How to Treat PTSD Nightmares
Nightmares are one of the most common symptoms of posttraumatic stress disorder (PTSD). While most people experience a nightmare or two in their lifetime, up to 72% of people suffering from PTSD develop recurring nightmares as a result of the disorder.1
I am one of those people. I started experiencing nightmares as a result of PTSD when I was sixteen. Almost eight years later, I still get them every time I close my eyes to sleep. Coping with daily nightmares (and the poor sleep quality that can result) has been difficult, but I have found ways to manage them over time.
What Causes PTSD Nightmares?
Nightmares that result from PTSD are different than typical nightmares. This is because PTSD symptoms all occur as a result of a specific traumatic event in a person's life. While nightmares that aren't related to PTSD can be about anything, PTSD nightmares almost always include some aspect of the specific traumatic event that caused the disorder to develop.

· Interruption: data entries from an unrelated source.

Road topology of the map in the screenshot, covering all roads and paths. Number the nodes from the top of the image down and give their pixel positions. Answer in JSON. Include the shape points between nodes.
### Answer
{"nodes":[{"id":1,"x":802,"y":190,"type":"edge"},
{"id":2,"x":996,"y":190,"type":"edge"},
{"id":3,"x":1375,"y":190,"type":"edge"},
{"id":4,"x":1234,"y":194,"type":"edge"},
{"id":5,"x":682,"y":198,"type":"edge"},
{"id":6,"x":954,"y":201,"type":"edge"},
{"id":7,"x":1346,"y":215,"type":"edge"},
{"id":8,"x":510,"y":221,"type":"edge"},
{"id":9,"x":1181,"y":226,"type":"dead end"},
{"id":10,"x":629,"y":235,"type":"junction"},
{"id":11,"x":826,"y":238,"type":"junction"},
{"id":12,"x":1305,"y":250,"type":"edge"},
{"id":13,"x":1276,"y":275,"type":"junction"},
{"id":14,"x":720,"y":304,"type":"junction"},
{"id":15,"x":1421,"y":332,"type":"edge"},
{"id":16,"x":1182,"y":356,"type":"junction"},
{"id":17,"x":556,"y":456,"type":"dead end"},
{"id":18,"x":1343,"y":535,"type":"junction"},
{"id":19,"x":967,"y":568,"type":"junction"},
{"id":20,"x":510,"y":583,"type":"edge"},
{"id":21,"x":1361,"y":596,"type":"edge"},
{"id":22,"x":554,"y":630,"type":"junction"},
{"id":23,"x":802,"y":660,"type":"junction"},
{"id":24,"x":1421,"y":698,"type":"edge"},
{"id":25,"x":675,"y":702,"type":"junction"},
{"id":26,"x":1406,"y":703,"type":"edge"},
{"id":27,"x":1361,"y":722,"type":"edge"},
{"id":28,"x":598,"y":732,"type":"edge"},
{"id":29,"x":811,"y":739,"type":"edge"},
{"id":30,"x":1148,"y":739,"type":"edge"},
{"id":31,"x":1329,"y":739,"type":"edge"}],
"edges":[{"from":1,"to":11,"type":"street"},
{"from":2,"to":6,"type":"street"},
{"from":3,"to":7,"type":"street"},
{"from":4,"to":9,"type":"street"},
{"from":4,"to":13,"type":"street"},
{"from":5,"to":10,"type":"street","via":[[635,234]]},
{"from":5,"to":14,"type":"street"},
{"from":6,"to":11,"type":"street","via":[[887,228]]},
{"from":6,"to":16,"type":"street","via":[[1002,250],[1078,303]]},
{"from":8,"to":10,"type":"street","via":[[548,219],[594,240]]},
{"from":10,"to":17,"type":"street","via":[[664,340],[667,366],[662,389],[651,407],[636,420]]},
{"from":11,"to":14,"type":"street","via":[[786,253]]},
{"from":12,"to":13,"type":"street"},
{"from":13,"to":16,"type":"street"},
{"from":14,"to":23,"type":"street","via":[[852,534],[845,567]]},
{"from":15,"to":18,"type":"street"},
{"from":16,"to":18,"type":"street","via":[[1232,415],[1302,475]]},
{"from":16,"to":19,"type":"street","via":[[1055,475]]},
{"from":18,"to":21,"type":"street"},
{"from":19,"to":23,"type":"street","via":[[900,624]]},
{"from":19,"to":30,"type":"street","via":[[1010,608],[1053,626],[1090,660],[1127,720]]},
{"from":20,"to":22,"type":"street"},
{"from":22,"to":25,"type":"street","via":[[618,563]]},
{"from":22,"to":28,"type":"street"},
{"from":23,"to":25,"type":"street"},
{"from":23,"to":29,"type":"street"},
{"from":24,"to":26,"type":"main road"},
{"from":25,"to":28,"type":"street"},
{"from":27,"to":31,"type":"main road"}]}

Because I experienced multiple traumatic events over the course of my childhood, my PTSD nightmares are a little more complex. Even so, the things I dream about night after night all relate to my past in some way.
Stress is also a common cause of nightmares. It's normal to have bad dreams when you have a big exam or important project looming at school or work. Because stress is also a core symptom of PTSD, it's natural that people with PTSD would experience more nightmares than those without.

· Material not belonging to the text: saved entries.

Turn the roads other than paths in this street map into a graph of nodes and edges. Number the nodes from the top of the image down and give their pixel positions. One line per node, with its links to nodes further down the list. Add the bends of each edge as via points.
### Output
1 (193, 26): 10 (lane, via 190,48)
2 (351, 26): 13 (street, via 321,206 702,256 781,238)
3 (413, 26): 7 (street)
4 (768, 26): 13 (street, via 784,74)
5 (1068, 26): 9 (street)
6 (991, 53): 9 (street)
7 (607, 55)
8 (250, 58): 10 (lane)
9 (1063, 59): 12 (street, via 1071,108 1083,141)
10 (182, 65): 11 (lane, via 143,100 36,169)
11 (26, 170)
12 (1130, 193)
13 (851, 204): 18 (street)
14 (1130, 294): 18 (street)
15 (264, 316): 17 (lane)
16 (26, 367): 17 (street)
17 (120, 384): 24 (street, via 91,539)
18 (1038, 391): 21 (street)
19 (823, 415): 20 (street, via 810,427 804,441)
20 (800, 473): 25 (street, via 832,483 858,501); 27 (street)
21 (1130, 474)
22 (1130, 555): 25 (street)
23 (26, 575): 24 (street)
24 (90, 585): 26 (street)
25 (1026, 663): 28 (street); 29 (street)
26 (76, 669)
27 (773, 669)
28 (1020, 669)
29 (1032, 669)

How to Treat PTSD Nightmares
As of right now, there is no standard way for doctors to treat PTSD nightmares. Certain drugs have shown promise in reducing the number of nightmares caused by PTSD, but there is no magic cure.

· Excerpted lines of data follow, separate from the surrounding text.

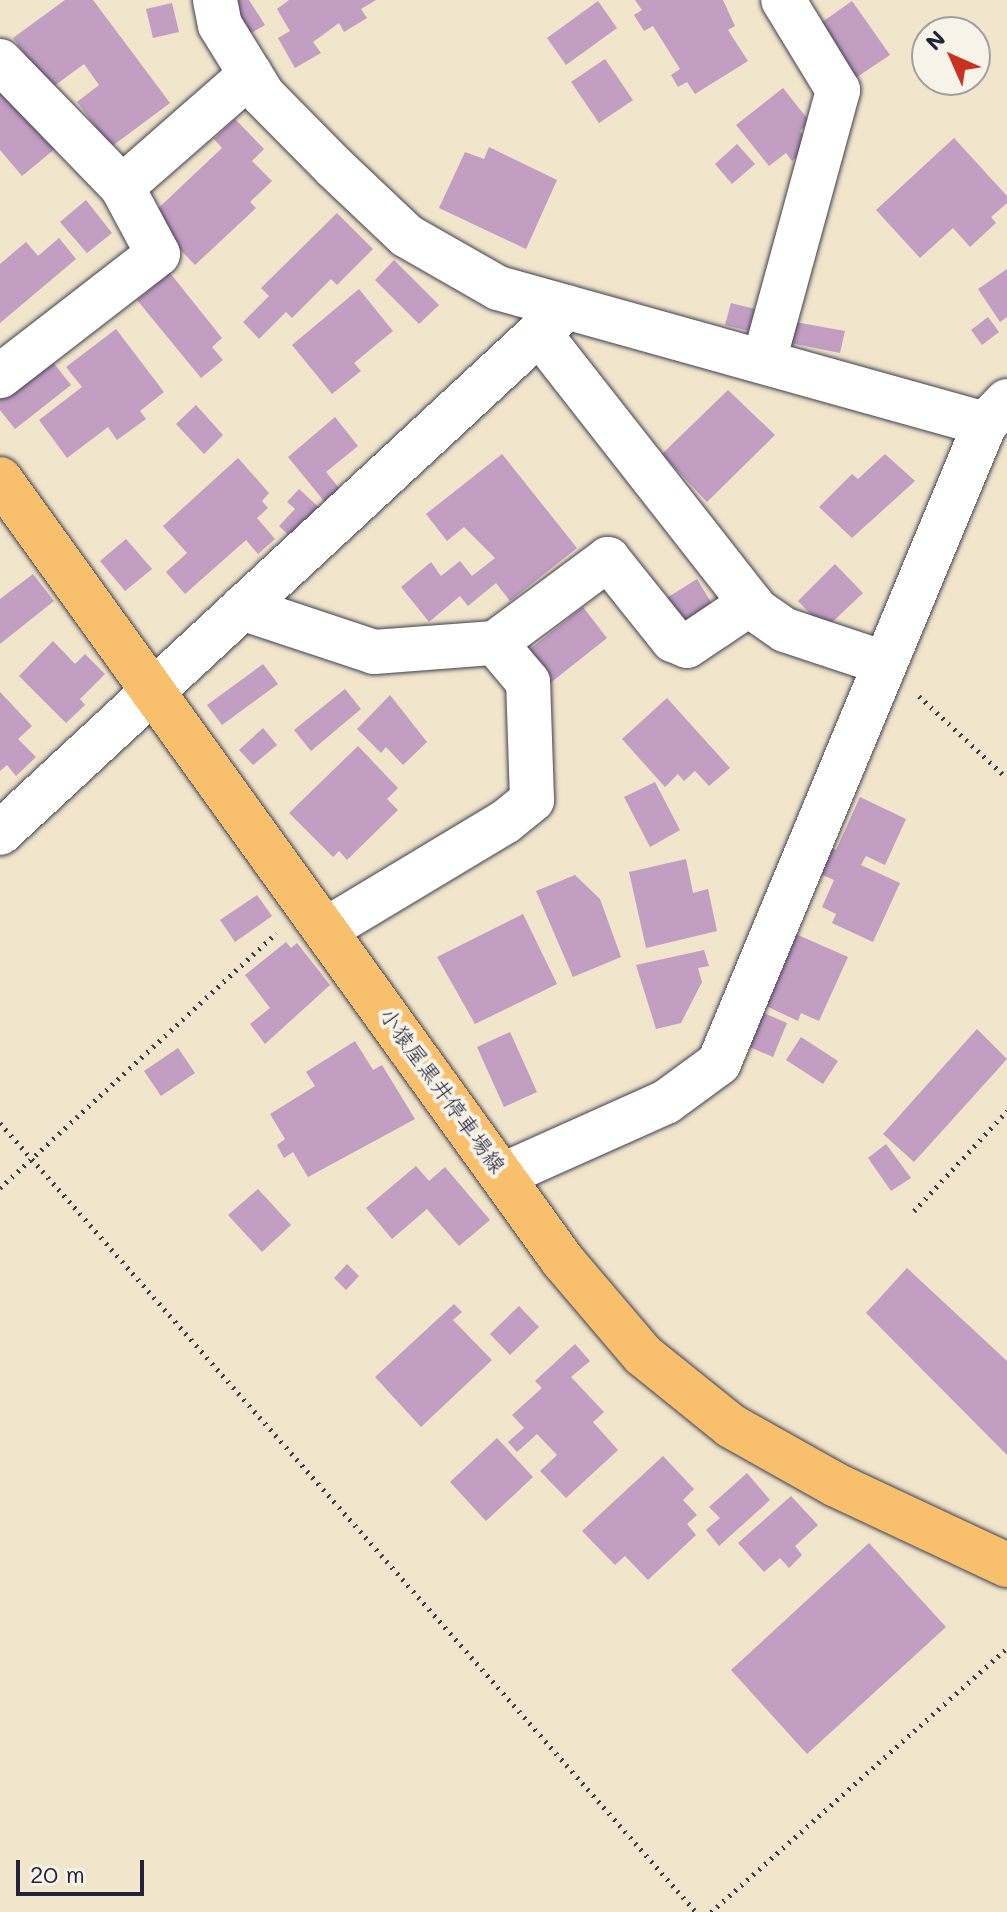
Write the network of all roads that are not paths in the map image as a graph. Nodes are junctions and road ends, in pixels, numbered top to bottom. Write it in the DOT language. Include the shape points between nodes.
graph roads {
  1 [pos="215,0"];
  2 [pos="783,0"];
  3 [pos="0,61"];
  4 [pos="251,74"];
  5 [pos="122,187"];
  6 [pos="553,320"];
  7 [pos="764,361"];
  8 [pos="0,376"];
  9 [pos="996,412"];
  10 [pos="0,479"];
  11 [pos="751,603"];
  12 [pos="242,608"];
  13 [pos="495,643"];
  14 [pos="884,663"];
  15 [pos="152,691"];
  16 [pos="0,833"];
  17 [pos="315,918"];
  18 [pos="505,1174"];
  19 [pos="1007,1565"];
  1 -- 4 [label="street" via="220,25"];
  2 -- 7 [label="street" via="838,90"];
  3 -- 5 [label="street"];
  4 -- 5 [label="street"];
  4 -- 6 [label="street" via="273,105 407,236"];
  5 -- 8 [label="street" via="158,254"];
  6 -- 7 [label="street"];
  6 -- 11 [label="street"];
  6 -- 12 [label="street"];
  7 -- 9 [label="street"];
  9 -- 14 [label="street"];
  10 -- 15 [label="main road, 小猿屋黒井停車場線"];
  11 -- 13 [label="street" via="687,646 673,640 608,559"];
  11 -- 14 [label="street" via="785,630"];
  12 -- 13 [label="street" via="374,652"];
  12 -- 15 [label="street"];
  13 -- 17 [label="street" via="528,682 532,800 505,822"];
  14 -- 18 [label="street" via="719,1063 666,1102"];
  15 -- 16 [label="street"];
  15 -- 17 [label="main road, 小猿屋黒井停車場線"];
  17 -- 18 [label="main road, 小猿屋黒井停車場線"];
  18 -- 19 [label="main road, 小猿屋黒井停車場線" via="563,1261 643,1355 731,1426 836,1485"];
}
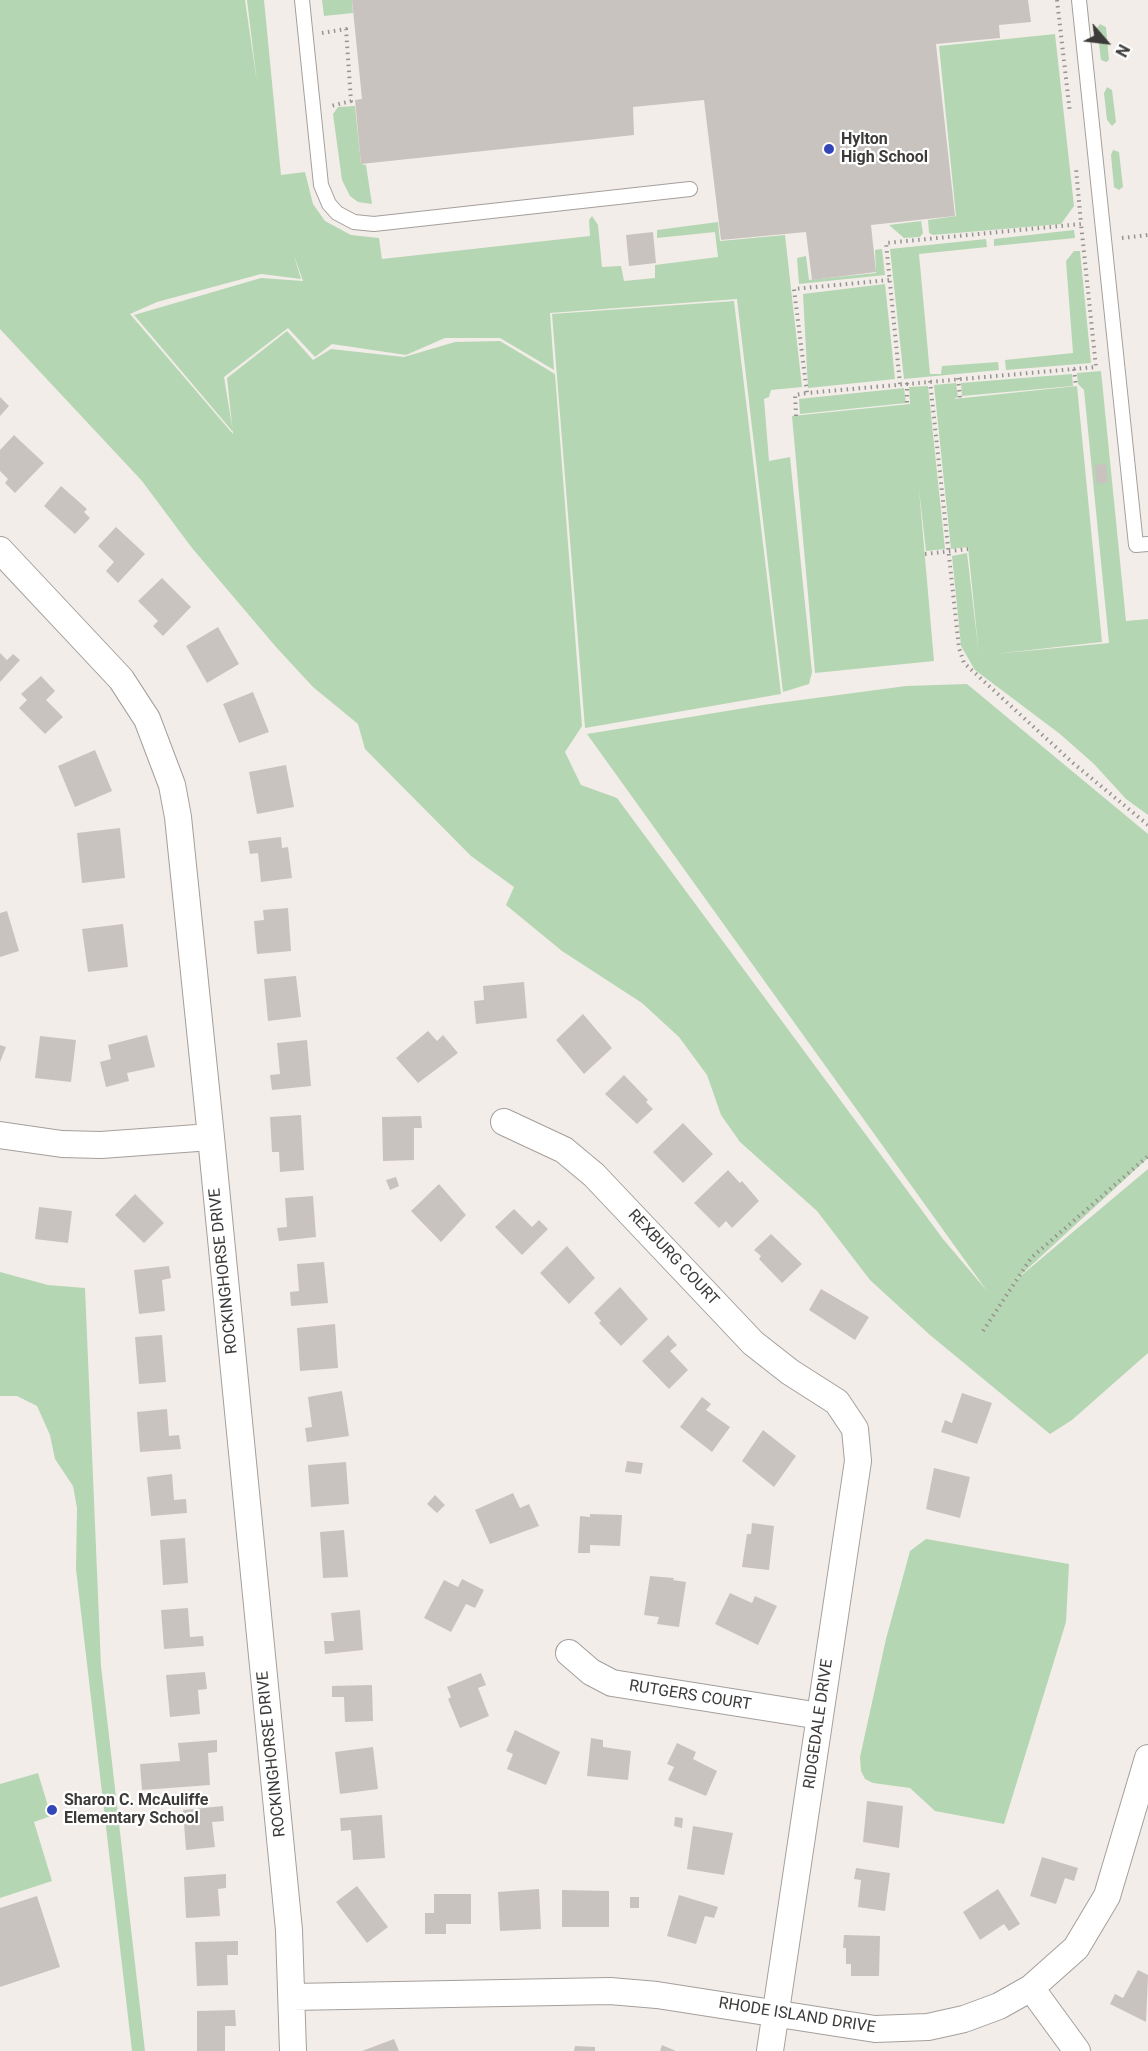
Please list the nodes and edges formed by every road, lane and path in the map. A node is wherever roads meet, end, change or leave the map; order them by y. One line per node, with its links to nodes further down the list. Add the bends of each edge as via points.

However, there a plenty of ways to cope with PTSD nightmares outside of medication. Here are a few of the top ways I've learned to deal with my own PTSD nightmares over time.
- Cut out bad bedtime habits. Caffeine, alcohol, and spicy or sweet foods too close to bedtime can cause nightmares. Reducing these triggers can be a helpful step.
- Make your bedroom as cozy as possible. Your room should be somewhere you can relax, an escape from the stress of the world. For me, this means soft blankets, soothing fairy lights, eye masks to block out light, and some type of white noise.
- Develop a regular sleep schedule. Staying up into the early hours of the morning every Saturday night can wreak havoc on your body's internal clock. Sticking to a consistent sleep/wake cycle will help regulate your body and might reduce the number of nightmares you experience.
- Try out different types of therapy. Trauma therapy exists for a reason. If typical talk therapy isn't your style, find a type of therapy that suits your needs. Anything from yoga therapy to art therapy can be a beneficial way to work through the trauma that's causing your nightmares.
- Learn to relax. Being tense all day results in being tense at night. Developing relaxation techniques to help you cope with stress during the day can improve your stress at night.
Everyone with PTSD will have a different recovery journey. What helps me sleep at night might not work for you, and that's okay.
There are no rules to PTSD recovery. There is no perfect way to treat PTSD nightmares. Gaining control of your sleep can take some time, and it's up to you to figure out what techniques and coping methods blend well with your lifestyle. Give yourself what you need to heal. With time, you will find rest.
- El-Sohl, A.A., "Management of Nightmares in Patients with Posttraumatic Stress Disorder: Current Perspectives." Nature and Science of Sleep, November 2018.
Avery, B. (2020, April 8). How to Treat PTSD Nightmares, HealthyPlace. Retrieved on 2020, August 11 from https://www.healthyplace.com/blogs/traumaptsdblog/2020/4/how-to-treat-ptsd-nightmares
Author: Beth Avery
Great tips Beth. There is a new theory floating around at the moment which involves visualising a “positive completion” of the recurring nightmare story. It didn’t work for me, but it might work for others. It involves imagining, whilst awake, your traumatic story having a different, more positive ending (not sure if it works when you choose to have your revenge fantasies acted out upon the abuser!). Imagining for example, the abuser apologising and atoning, or your family being kind and supportive instead of victim-blaming and critical. Personally, I’ve learnt to live with the nightly nightmares by waking up, engaging my conscious mind, and recognising that the story is real but no longer true. If I stay in that half-asleep place, the whole night is lost, as you say. I soothe myself as I would a small child.
Thanks, Nicki. I've heard about this theory - it sounds promising! I'll have to give it a try.